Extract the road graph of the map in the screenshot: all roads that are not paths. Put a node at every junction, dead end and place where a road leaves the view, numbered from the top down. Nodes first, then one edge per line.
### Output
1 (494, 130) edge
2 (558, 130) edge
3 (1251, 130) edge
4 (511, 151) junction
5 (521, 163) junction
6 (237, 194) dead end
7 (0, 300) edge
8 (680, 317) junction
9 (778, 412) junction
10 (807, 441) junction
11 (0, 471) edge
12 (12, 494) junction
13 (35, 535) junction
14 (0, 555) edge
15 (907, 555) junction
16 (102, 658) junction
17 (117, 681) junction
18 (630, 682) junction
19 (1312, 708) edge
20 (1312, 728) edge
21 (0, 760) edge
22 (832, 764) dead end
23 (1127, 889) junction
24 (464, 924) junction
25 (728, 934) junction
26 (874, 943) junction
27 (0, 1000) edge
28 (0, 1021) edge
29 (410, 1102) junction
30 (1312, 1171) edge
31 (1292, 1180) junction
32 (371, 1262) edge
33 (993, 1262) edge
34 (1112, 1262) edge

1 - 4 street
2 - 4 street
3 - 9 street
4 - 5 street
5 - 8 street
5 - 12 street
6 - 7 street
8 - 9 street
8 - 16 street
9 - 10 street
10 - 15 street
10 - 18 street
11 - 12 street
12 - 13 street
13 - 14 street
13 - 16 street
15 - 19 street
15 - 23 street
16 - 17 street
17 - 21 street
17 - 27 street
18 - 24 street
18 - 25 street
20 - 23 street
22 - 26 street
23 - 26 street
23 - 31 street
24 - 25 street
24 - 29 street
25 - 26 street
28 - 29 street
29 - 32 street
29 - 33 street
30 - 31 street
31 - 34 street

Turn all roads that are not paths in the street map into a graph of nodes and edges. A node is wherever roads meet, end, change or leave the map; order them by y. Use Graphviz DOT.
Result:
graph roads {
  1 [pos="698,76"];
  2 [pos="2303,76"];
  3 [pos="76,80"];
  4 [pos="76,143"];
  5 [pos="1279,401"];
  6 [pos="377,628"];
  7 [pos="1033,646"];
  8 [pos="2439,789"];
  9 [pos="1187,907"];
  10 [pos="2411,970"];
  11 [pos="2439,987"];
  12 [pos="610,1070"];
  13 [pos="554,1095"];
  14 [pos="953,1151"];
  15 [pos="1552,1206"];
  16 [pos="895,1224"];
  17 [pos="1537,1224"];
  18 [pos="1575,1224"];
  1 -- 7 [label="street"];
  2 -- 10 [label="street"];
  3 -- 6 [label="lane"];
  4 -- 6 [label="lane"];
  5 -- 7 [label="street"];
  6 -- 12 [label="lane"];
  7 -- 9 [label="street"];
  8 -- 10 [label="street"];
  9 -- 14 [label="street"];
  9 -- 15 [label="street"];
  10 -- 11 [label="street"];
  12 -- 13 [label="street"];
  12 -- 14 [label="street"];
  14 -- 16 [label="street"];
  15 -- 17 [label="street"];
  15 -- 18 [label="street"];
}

**YOUR TASK**
Find out how many lines above hold "paths". Write only the number.

**TASK ANSWER**
2